Get your recommendations here!
Update: I have not been given permission from Spotify to progress the app further from development mode. To try the recommender system, you may contact me directly and I can register you manually.
App will be kept running until my Heroku trial credits run out :(
Previously, I tried to build a POC recommender system for Spotify here, however that project had a few issues. Many of the limitations arose from the use of Databricks Community Edition, most importantly, having no easy way to deploy the trained model. I decided to take up the idea again, but this time with a new methodology and a focus on ensuring that the system is deployed, so that others are able to actually try my recommendations.
The method used to generate recommendations is content-based filtering. This approach makes recommendations based on the attributes or features of items and the user's preferences. The idea is that if a user has shown a preference for certain features in the past, they are likely to prefer items that have similar features in the future.

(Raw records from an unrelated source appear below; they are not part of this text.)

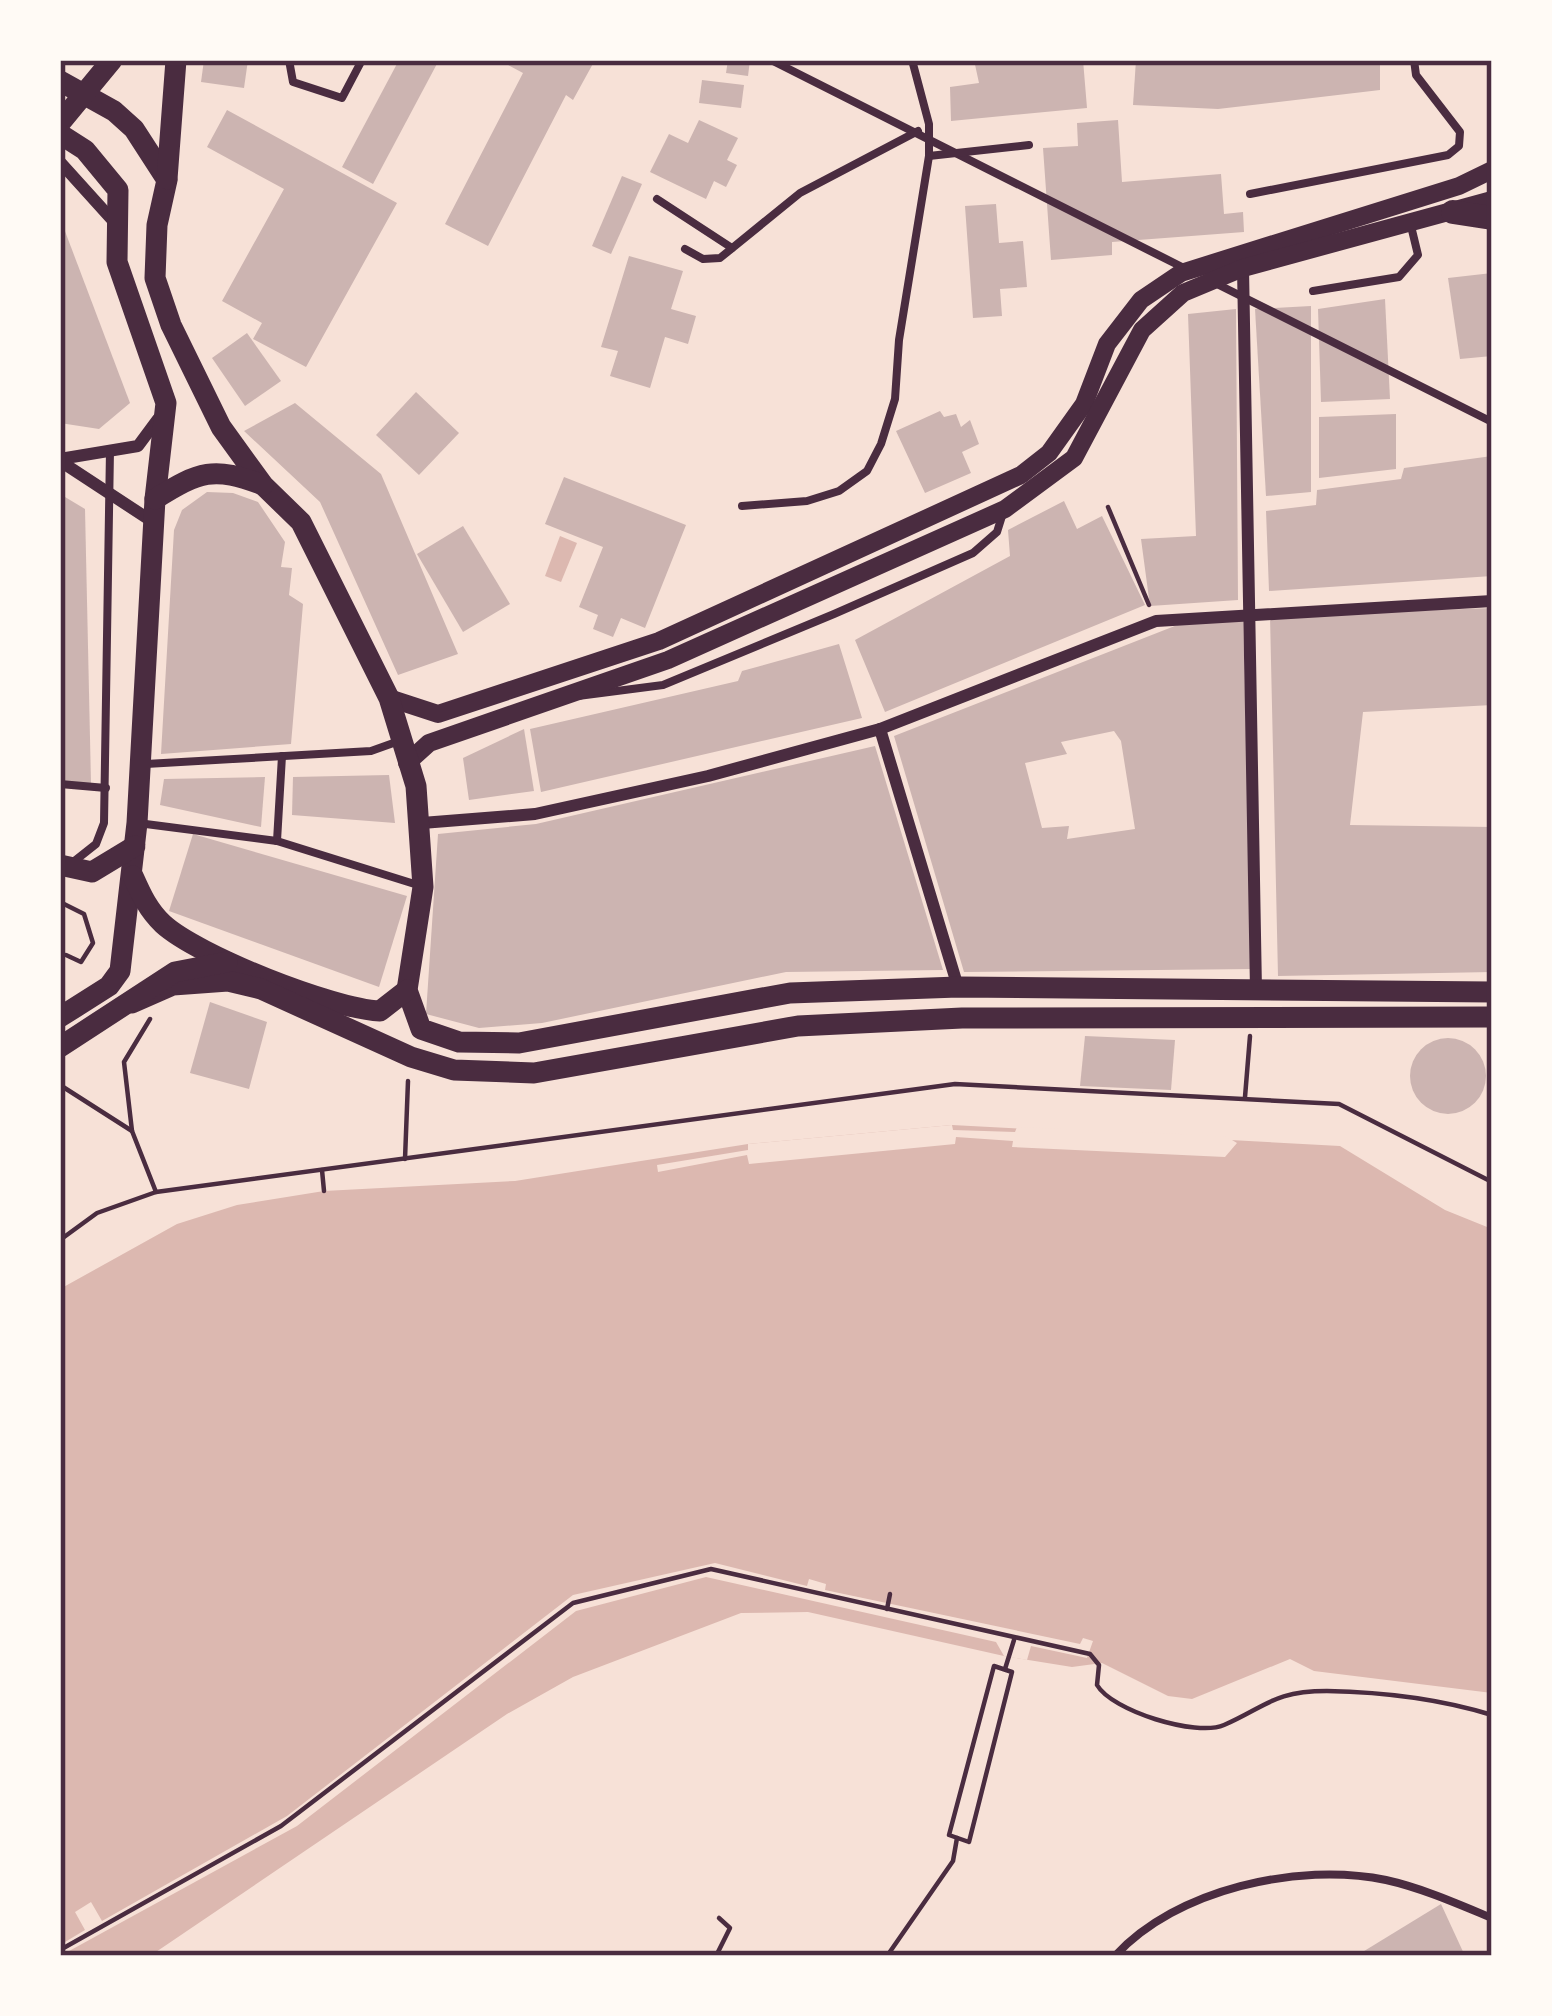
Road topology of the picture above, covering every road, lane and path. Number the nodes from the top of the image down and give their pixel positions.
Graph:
1 (112, 60) edge
2 (176, 60) edge
3 (290, 60) edge
4 (362, 60) edge
5 (771, 60) edge
6 (912, 60) edge
7 (1414, 60) edge
8 (60, 81) edge
9 (80, 95) junction
10 (60, 123) edge
11 (929, 124) junction
12 (60, 134) edge
13 (1029, 145) dead end
14 (929, 156) junction
15 (60, 162) edge
16 (1492, 170) edge
17 (167, 180) junction
18 (1250, 194) dead end
19 (657, 199) dead end
20 (1492, 200) edge
21 (1453, 212) junction
22 (1492, 218) edge
23 (117, 225) junction
24 (1410, 225) junction
25 (732, 248) junction
26 (685, 249) dead end
27 (1243, 268) junction
28 (1312, 291) dead end
29 (166, 403) junction
30 (1492, 422) edge
31 (110, 450) junction
32 (60, 460) edge
33 (262, 485) junction
34 (109, 494) junction
35 (155, 499) junction
36 (742, 506) dead end
37 (1108, 507) dead end
38 (154, 522) junction
39 (1492, 602) edge
40 (1248, 613) junction
41 (1156, 621) junction
42 (389, 698) junction
43 (880, 729) junction
44 (400, 741) junction
45 (282, 756) junction
46 (138, 764) junction
47 (406, 764) junction
48 (60, 784) edge
49 (106, 788) junction
50 (137, 823) junction
51 (422, 823) junction
52 (277, 841) junction
53 (134, 847) junction
54 (63, 866) edge
55 (132, 876) junction
56 (424, 887) junction
57 (60, 902) edge
58 (66, 955) dead end
59 (236, 962) junction
60 (958, 987) junction
61 (407, 990) junction
62 (1256, 992) junction
63 (1492, 992) edge
64 (155, 993) junction
65 (132, 1003) junction
66 (342, 1007) junction
67 (60, 1017) edge
68 (1252, 1017) junction
69 (1492, 1017) edge
70 (364, 1037) junction
71 (60, 1047) edge
72 (411, 1057) junction
73 (60, 1085) edge
74 (1245, 1096) junction
75 (132, 1131) junction
76 (405, 1159) junction
77 (322, 1170) junction
78 (1492, 1182) edge
79 (324, 1191) dead end
80 (156, 1192) junction
81 (60, 1240) edge
82 (890, 1594) dead end
83 (886, 1609) junction
84 (1015, 1637) junction
85 (1005, 1669) junction
86 (1492, 1714) edge
87 (957, 1838) junction
88 (719, 1918) dead end
89 (1492, 1918) edge
90 (60, 1950) edge
91 (716, 1956) edge
92 (887, 1956) edge
93 (1115, 1956) edge

1 - 9 main road
2 - 17 main road
3 - 4 lane
5 - 30 lane
6 - 11 lane
7 - 18 lane
8 - 9 main road
9 - 10 main road
9 - 17 main road
11 - 14 lane
11 - 25 lane
12 - 23 main road
13 - 14 lane
14 - 36 lane
15 - 23 street
16 - 42 street
17 - 33 main road
19 - 25 lane
20 - 21 street
21 - 22 main road
21 - 24 street
23 - 29 main road
24 - 27 street
24 - 28 lane
25 - 26 lane
27 - 40 street
27 - 47 street
29 - 31 street
29 - 35 main road
31 - 32 street
31 - 34 lane
32 - 34 street
33 - 35 main road
33 - 42 main road
34 - 38 street
34 - 49 lane
35 - 38 main road
37 - 41 path
38 - 46 main road
39 - 40 street
40 - 41 street
40 - 62 street
41 - 43 street
42 - 44 main road
43 - 51 street
43 - 60 street
44 - 45 lane
44 - 47 main road
45 - 46 lane
45 - 52 lane
46 - 50 main road
47 - 51 main road
48 - 49 lane
49 - 54 lane
50 - 52 lane
50 - 53 main road
51 - 56 main road
52 - 56 lane
53 - 54 main road
53 - 55 main road
55 - 59 main road
55 - 67 main road
56 - 61 main road
57 - 58 path
59 - 65 main road
59 - 66 main road
60 - 61 main road
60 - 62 main road
61 - 66 main road
62 - 63 main road
64 - 65 main road
64 - 70 main road
64 - 75 path
65 - 71 main road
66 - 70 main road
68 - 69 main road
68 - 72 main road
68 - 74 path
70 - 72 main road
72 - 76 path
73 - 75 path
74 - 76 path
74 - 78 path
75 - 80 path
76 - 77 path
77 - 79 path
77 - 80 path
80 - 81 path
82 - 83 path
83 - 84 path
83 - 90 path
84 - 85 path
84 - 86 path
85 - 87 path
85 - 87 path
87 - 92 path
88 - 91 path
89 - 93 lane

Here we are able to fetch a user's past preferences with the Spotify API, which will allow us to get a user's top tracks.
Next, we want to look for a pool of tracks to source recommendations from. We will use the curated playlists created by the Spotify to achieve this. We will fetch 50 playlists, each with 50 tracks, giving us a total of about 2500 tracks.
From the Spotify API, we are able to fetch a wide variety of information about a track. Besides information such as artist name, track popularity, there is a particular interesting category of variables known as audio features. More details here.
Essentially, these audio features capture characteristics of tracks that might seemingly be difficult to quantify. For example, the 'energy' variable, which goes from 0-1, represents the intensity and energy that a track has. According to Spotify, energetic tracks feel fast, loud and noisy. Unfortunately, technical details of how such variables are actually calculated are not revealed (it is unlikely that Spotify measures this manually). Nevertheless, by being able to quantify seemingly abstract characteristics of tracks, we can take advantage of these features to build our recommender system. We will also use the artists as features, by using a dummy variable representation, it is likely that people will like a track by an artist if they already like other tracks from the same artist. Note that we are only able to use the artists present in the training data. It is possible that a user's top tracks contain artists that were not present in the training data.
There are many ways to look for items with similar features in content-based filtering, but here we use K-Nearest Neighbors (KNN). This is a simple distance-based approach and here we use k=1. As KNN is not scale invariant, some of the features that are not already within 0-1 will be standardized. As such the idea is to fetch a user's top tracks and use KNN to get similar tracks from our pool of potential recommendations.
By giving them similar tracks to those that they already like, we are likely able to deliver recommendations that they will enjoy.
You may ask? If we train the model once, won't the recommendations be stale, using the same old tracks? In order to handle this, we will retrain the model occasionally. In terms of implementation, we will keep track of the date the model was trained. If it has been 7 days, the model will be retrained. This also ensures that users can revisit my recommender system again to get new recommendations.
spotify_utilities.py contains all the functions, such as data processing for the playlists to extract the features we need, along with the training of the KNN model and the generation of recommendations.
Note that we use Polars here instead of pandas.
Polars is an up-and-coming pandas alternative that is much faster.
It uses Apache Arrow, it has lazy evaluation and is able to handle larger than RAM data.
Although the scale of our system is unlikely to require such performance, I wanted to take the chance to experiment and learn Polars.
app.py contains the code for the Flask app itself, including the login flow.
The user will be prompted to sign-in and give permissions.
Once done, we will then load our models and check if it needs to be retrained.
Then we deliver recommendations and add them directly to a new playlist.
The model, including the StandardScaler, NearestNeighbors objects, are stored in a .pkl file.
We also store a datetime object to keep track of when the model was trained.
The size is too large to upload to GitHub, so I have zipped it.
We deploy our Flask app as a Docker container on Heroku, as specified in Dockerfile.
Note that the Spotify API login details are meant to be in a .env file that is not uploaded for security reasons.
A sample file named sample.env shows how to set it up.
Sample instructions can be found here.
I am pleased to be able to finally implement my idea of delivering a seamless recommender system on Spotify. We successfully built on the previous project and this time, we were able to implement a more robust system that uses content-based filtering. Furthermore, we were able to deploy the recommender system. With a single link and login prompt, we were able to deliver the recommendations conveniently for the user.
This is what the generated playlist looks like.
Nevertheless, there is still room for improvement. Firstly, there are many other ways to build a content-based filtering system, besides KNN. It may be worthwhile to try other methods and see if they work better. Secondly, the UI is still simple, just a simple 'Sign-in' prompt and then the playlists is just created. Lastly, there are other approaches to building recommender systems, such as collaborative filtering. This video from WSJ suggests that the actual Spotify recommender system uses collaborative filtering.
Thank you for visiting! Happy listening :)